Critical interest in biography and autobiography has never been
higher. However, while life-writing flourishes in the UK, in Italy
it is a less prominent genre. The twelve essays collected here are
written against this backdrop, and address issues in biographical
and autobiographical writing in Italy from the later nineteenth
century to the present, with a particular emphasis on the interplay
between individual lives and life-writing and the wider social and
political history of Italy. The majority of essays focus on
well-known writers (D'Annunzio, Svevo, Bontempelli, Montale, Levi,
Calvino, Eco and Fallaci), and their varying anxieties about
autobiographical writing in their work.
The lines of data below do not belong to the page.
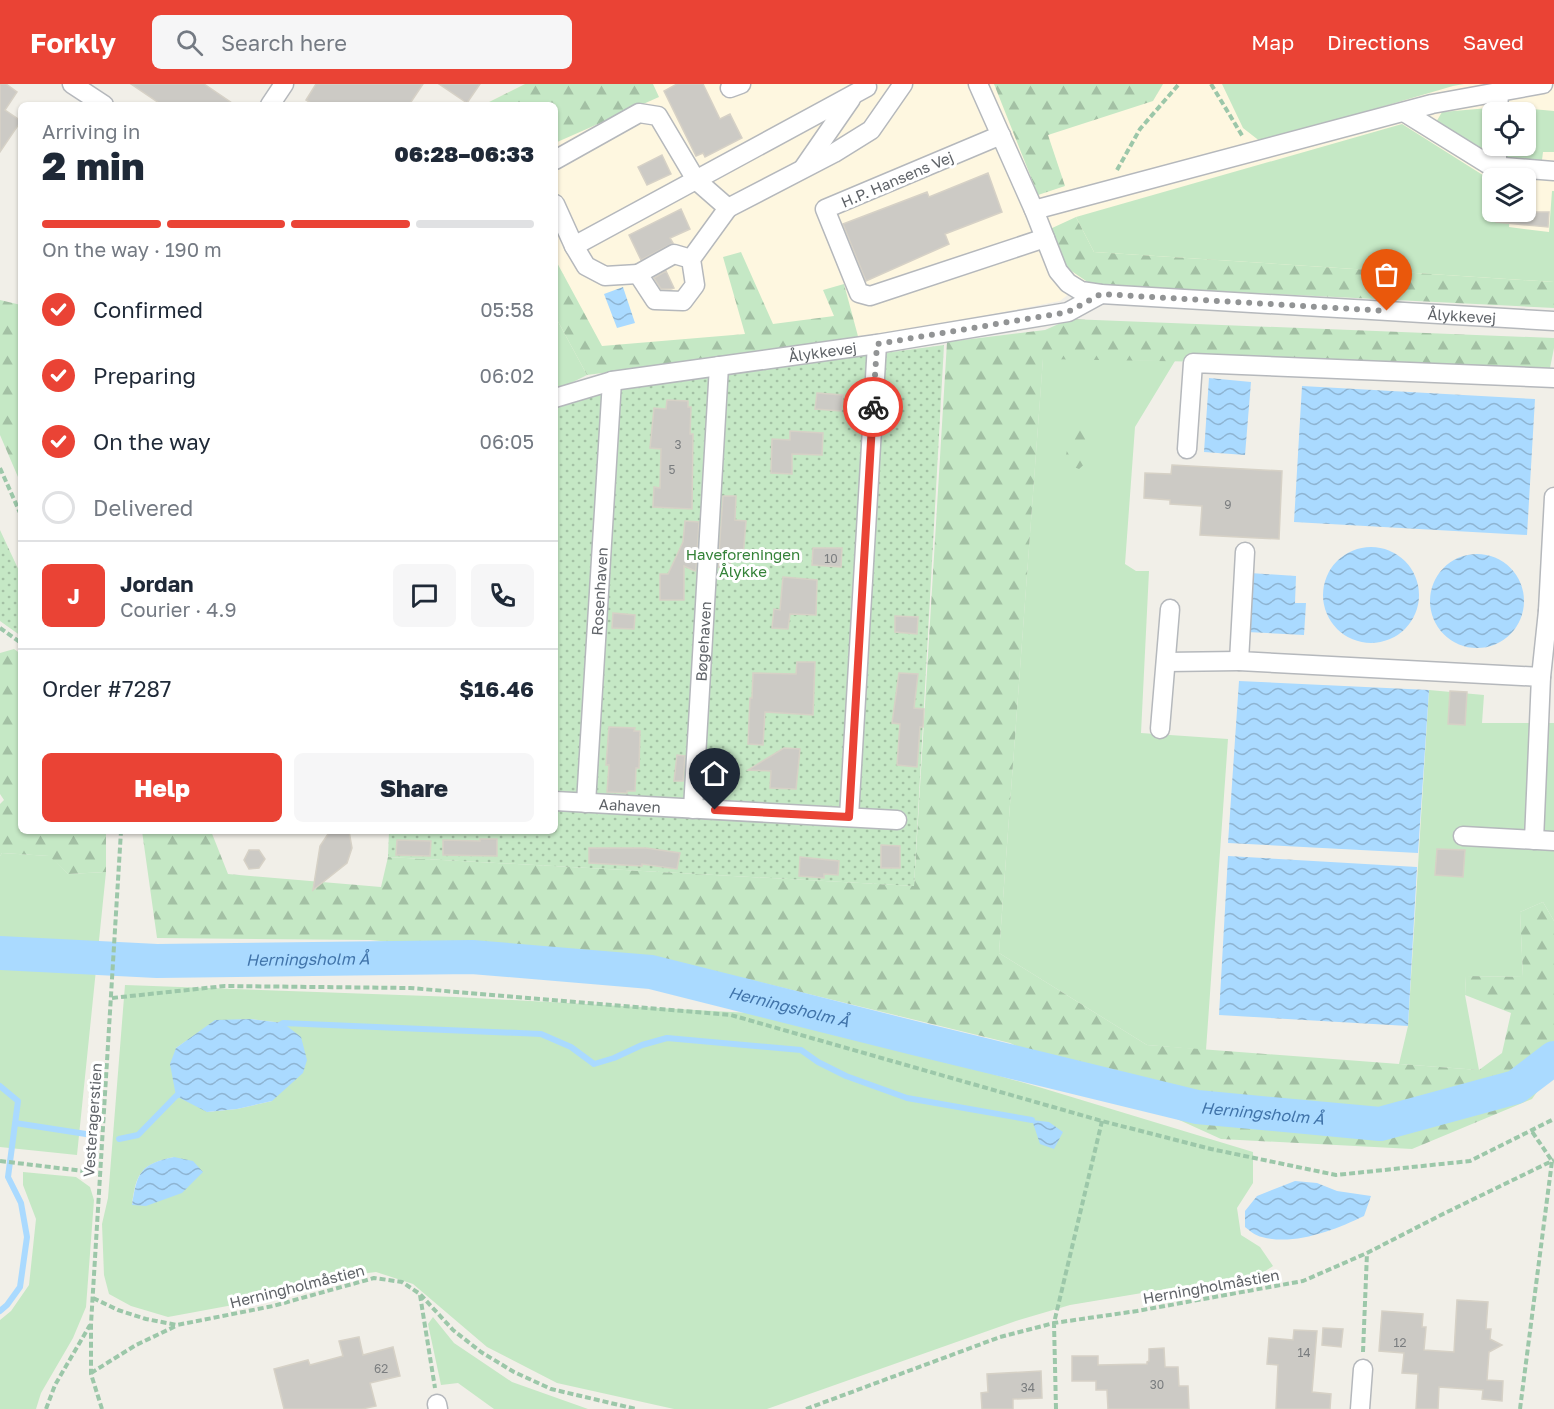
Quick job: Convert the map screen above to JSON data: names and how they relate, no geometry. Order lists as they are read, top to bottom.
{
  "streets": {
    "street": [
      "H.P. Hansens Vej",
      "Ålykkevej",
      "Rosenhaven",
      "Bøgehaven",
      "Aahaven"
    ],
    "path": ["Vesteragerstien", "Herningholmåstien"]
  },
  "crossings": [
    ["Ålykkevej", "Rosenhaven"],
    ["Ålykkevej", "Bøgehaven"],
    ["Rosenhaven", "Aahaven"],
    ["Bøgehaven", "Aahaven"],
    ["Vesteragerstien", "Herningholmåstien"]
  ],
  "water": ["Herningsholm Å"],
  "parks": ["Haveforeningen Ålykke"],
  "house_numbers": [
    "3",
    "5",
    "9",
    "10",
    "12",
    "14",
    "62",
    "30",
    "34"
  ],
  "page": {
    "header": "Forkly",
    "search": "Search here",
    "nav": ["Map", "Directions", "Saved"],
    "heading": ["2 min", "Arriving in", "06:28–06:33"],
    "panel": [
      "Jordan",
      "Courier · 4.9",
      "Order #7287",
      "$16.46"
    ],
    "bar": "On the way · 190 m",
    "list": [
      ["Confirmed", "05:58"],
      ["Preparing", "06:02"],
      ["On the way", "06:05"],
      "Delivered"
    ],
    "round": "J",
    "buttons": ["Help", "Share"]
  }
}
This picture is rounded out
by a series of studies of similar themes in lesser known figures:
the critic Enrico Nencioni, the Welsh-Italian painter Llewellyn
Lloyd and Italian writers and journalists covering the Spanish
Civil War. The contributors, all specialists in their fields, are
Antonella Braida, Charles Burdett, Jane Everson, John Gatt Rutter,
Robert Gordon, Gwyn Griffith, Peter Hainsworth, Martin McLaughlin,
Gianni Oliva, Giuliana Pieri, and Jon Usher. The volume is
dedicated to John Woodhouse, on his seventieth birthday, and
concludes with a bibliography of his writings.